_Work item_: The goal is to restate all of the records below word for word.

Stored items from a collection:
^^^^
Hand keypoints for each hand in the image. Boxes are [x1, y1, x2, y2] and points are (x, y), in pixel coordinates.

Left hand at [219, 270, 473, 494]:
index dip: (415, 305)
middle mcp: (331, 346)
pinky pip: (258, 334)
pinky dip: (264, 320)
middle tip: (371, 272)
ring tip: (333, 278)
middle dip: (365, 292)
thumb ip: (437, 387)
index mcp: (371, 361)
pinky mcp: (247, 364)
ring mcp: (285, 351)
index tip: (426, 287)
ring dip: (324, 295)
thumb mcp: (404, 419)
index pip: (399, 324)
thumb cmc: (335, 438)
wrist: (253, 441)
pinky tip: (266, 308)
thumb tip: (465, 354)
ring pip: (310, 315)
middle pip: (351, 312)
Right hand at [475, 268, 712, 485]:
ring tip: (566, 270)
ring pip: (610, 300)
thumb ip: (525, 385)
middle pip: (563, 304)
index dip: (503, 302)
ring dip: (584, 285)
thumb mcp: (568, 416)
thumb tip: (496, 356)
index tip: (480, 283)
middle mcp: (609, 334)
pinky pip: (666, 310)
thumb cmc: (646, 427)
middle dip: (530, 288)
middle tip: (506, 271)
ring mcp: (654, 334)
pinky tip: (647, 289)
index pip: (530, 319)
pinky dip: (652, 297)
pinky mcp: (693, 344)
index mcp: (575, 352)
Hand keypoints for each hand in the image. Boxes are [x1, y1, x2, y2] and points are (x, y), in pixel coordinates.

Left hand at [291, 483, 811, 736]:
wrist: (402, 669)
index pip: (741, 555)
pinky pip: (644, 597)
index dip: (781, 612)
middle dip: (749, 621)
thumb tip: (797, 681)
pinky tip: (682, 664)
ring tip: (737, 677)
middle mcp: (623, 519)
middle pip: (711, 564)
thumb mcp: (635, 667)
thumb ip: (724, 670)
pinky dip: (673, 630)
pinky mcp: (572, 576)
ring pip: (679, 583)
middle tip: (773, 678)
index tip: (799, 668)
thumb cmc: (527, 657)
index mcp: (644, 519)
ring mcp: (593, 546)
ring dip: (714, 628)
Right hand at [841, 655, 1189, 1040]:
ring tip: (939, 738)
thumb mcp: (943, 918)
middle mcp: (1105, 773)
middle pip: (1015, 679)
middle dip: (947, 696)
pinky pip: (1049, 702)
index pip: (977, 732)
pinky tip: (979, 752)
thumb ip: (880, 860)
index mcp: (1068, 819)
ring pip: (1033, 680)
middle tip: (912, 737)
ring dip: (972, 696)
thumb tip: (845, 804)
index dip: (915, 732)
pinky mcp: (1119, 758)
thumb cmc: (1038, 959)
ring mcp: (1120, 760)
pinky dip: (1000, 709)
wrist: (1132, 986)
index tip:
^^^^
_Response_:
Hand keypoints for each hand in the image. Boxes are [x1, y1, x2, y2] and points are (x, y), in pixel coordinates.

Left hand at [219, 270, 473, 494]:
index dip: (415, 305)
middle mcp: (331, 346)
pinky pip: (258, 334)
pinky dip: (264, 320)
middle tip: (371, 272)
ring tip: (333, 278)
middle dip: (365, 292)
thumb ip: (437, 387)
index mcp: (371, 361)
pinky mcp: (247, 364)
ring mcp: (285, 351)
index tip: (426, 287)
ring dip: (324, 295)
thumb mcp: (404, 419)
index pip: (399, 324)
thumb cmc: (335, 438)
wrist: (253, 441)
pinky tip: (266, 308)
thumb tip: (465, 354)
ring pip: (310, 315)
middle pip: (351, 312)
Right hand at [475, 268, 712, 485]:
ring tip: (566, 270)
ring pip: (610, 300)
thumb ip: (525, 385)
middle pip: (563, 304)
index dip: (503, 302)
ring dip: (584, 285)
thumb mcp: (568, 416)
thumb tip: (496, 356)
index tip: (480, 283)
middle mcp: (609, 334)
pinky pip: (666, 310)
thumb cmc: (646, 427)
middle dip: (530, 288)
middle tip: (506, 271)
ring mcp: (654, 334)
pinky tip: (647, 289)
index pip: (530, 319)
pinky dip: (652, 297)
pinky mcp: (693, 344)
index mcp: (575, 352)
Hand keypoints for each hand in the image. Boxes are [x1, y1, x2, y2] and points are (x, y), in pixel coordinates.

Left hand at [291, 483, 811, 736]:
wrist: (402, 669)
index pip: (741, 555)
pinky pip: (644, 597)
index dip: (781, 612)
middle dip: (749, 621)
thumb tip: (797, 681)
pinky tip: (682, 664)
ring tip: (737, 677)
middle mcp: (623, 519)
middle pip: (711, 564)
thumb mcp: (635, 667)
thumb ip: (724, 670)
pinky dip: (673, 630)
pinky mcp: (572, 576)
ring pip: (679, 583)
middle tip: (773, 678)
index tip: (799, 668)
thumb cmc: (527, 657)
index mcp: (644, 519)
ring mcp: (593, 546)
ring dip: (714, 628)
Right hand at [841, 655, 1189, 1040]:
ring tip: (939, 738)
thumb mcp: (943, 918)
middle mcp: (1105, 773)
middle pip: (1015, 679)
middle dip: (947, 696)
pinky pip: (1049, 702)
index pip: (977, 732)
pinky tip: (979, 752)
thumb ip: (880, 860)
index mcp: (1068, 819)
ring pip: (1033, 680)
middle tip: (912, 737)
ring dip: (972, 696)
thumb tip: (845, 804)
index dip: (915, 732)
pinky mcp: (1119, 758)
thumb cmc: (1038, 959)
ring mcp: (1120, 760)
pinky dip: (1000, 709)
wrist: (1132, 986)
index tip:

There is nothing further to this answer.